Viviane se redresse, tapote la tête de son cheval, se baisse à nouveau pour lui déposer un baiser et lui glisser à l’oreille un petit mot d’amour. Monsieur Salvador a repris son micro. « Et voilà et voilà, le tour est bientôt terminé, on reste encore à sa place jusqu’à l’arrêt complet ». Dans la soucoupe volante, on baille et on s’étire ; sur le zèbre, on se frotte les yeux tandis que dans la fusée on se décide à se mettre debout quand bien même c’est trop tôt. Sur le chameau, on donne des coups de talons dans le flanc de la bête en criant : « On repart ! On repart ! On repart ! » Mais le tour est terminé ; le manège, de tourner, s’est arrêté. Avec application, Viviane sort ses pieds des étriers et glisse hors de la selle. Monsieur Salvador la salut ; elle lui tend la main et lui dit à voix basse : « je reviens ».
– Tantie, tantie, un autre tour s’il te plaît ! Tantie fait semblant de résister. Elle sait bien qu’un tour c’est trop peu pour vraiment partir loin. Viviane s’accroche à ses jambes, s’il te plaît, tant petit juste un. Un seul et voilà !
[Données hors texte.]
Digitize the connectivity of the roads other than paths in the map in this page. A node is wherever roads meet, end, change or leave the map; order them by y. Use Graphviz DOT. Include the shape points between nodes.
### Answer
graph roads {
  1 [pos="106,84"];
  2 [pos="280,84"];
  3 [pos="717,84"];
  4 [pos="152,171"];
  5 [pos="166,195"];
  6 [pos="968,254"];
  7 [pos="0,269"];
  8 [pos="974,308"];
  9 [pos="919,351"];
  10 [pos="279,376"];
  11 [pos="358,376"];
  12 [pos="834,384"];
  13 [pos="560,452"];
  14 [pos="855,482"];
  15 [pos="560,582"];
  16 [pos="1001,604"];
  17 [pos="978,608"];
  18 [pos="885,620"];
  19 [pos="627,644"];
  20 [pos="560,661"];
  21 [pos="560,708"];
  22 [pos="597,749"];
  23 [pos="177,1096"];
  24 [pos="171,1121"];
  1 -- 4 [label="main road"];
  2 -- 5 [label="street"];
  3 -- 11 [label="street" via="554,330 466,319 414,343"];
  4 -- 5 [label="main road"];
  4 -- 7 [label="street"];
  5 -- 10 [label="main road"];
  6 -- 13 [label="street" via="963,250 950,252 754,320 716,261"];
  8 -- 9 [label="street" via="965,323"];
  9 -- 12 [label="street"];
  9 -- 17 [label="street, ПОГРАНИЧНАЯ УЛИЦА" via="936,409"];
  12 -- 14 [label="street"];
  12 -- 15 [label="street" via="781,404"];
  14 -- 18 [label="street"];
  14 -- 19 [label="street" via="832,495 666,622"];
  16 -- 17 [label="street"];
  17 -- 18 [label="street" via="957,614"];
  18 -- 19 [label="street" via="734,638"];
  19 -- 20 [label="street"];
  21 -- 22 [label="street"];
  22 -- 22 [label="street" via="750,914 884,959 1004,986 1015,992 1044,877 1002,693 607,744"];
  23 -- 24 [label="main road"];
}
– D’accord, dit tantie, un seul alors. Promis ?
– Promis.
Tantine détache un ticket du carnet, que Viviane s’empresse d’aller donner à Monsieur Salvador. Elle retourne en courant vers sa tantie.
– Tu crois que c’est bien le carrosse ? Tantie lui dépose un baiser sur la tête.
– Bien sûr c’est bien le carrosse, mais je crois que tu connais déjà, non ?
Viviane est déjà repartie. La voilà perchée sur la banquette du carrosse, contorsionnée pour montrer à sa tantie où elle se trouve. Monsieur Salvador a fini de récupérer ses tickets, Presque toutes les places sont occupées. Il tournoie sur lui-même. « On s’assoit les enfants, chacun à sa place, ça démarre, ça démarre !» Viviane s’est tassée sous la capote de son carrosse, elle donne des coups de pieds dans le vide, impatiente que le manège se remettre en marche. Elle ne sait pas qu’une fine pluie s’est mise à tomber sur les parapluies ouverts, qu’un embouteillage s’est formé un peu plus bas et qu’un concert de klaxons a explosé.
Viviane écoute la musique et tape dans ses mains parce qu’elle est tout absorbée par le rythme et ce bercement si détendant du manège qui tourne, tourne sur lui-même et emmène avec lui tous ceux qu’il a embarqués. Viviane ne pense pas au lait-grenadine qu’elle avalera presque d’un trait quand, avec tantie, elles chercheront à s’abriter de l’averse et s’engouffreront dans le bar de la Rue du 6 juillet. Elle ne sait pas que tout à l’heure elles entreront dans une bonne pâtisserie pour acheter des tartes à la rhubarbe pour toute la famille. Elle ne sait pas que c’est un jour heureux, un jour d’école, de manège et de tantie, un jour où elle ose parler aux personnes qu’elle aime. Elle ne sait pas que cet instant appartiendra un jour au passé, quand elle se rappellera son enfance à Paris, dans ce petit coin d’arrondissement comme un petit coin de paradis. Un passé où Oscar n’était pas né, un passé où on traversait la Seine le soir en été pour voir les lumières de la ville et le ciel étoilé. Viviane sort du carrosse et titube un peu. Elle ne demande pas de troisième tour de manège ; elle en a assez. Elle demande son doudou et sans un mot, prend la main de sa tantie.
– Tu veux qu’on aille boire un lait-grenadine, ma Vivi ?
Viviane dit oui de la tête sans lâcher son doudou. Pour un peu, elle dormirait en marchant, indifférente à la pluie qui tombe sur le parapluie de sa tantie, indifférente à la terre qui tourne et tourne et tourne.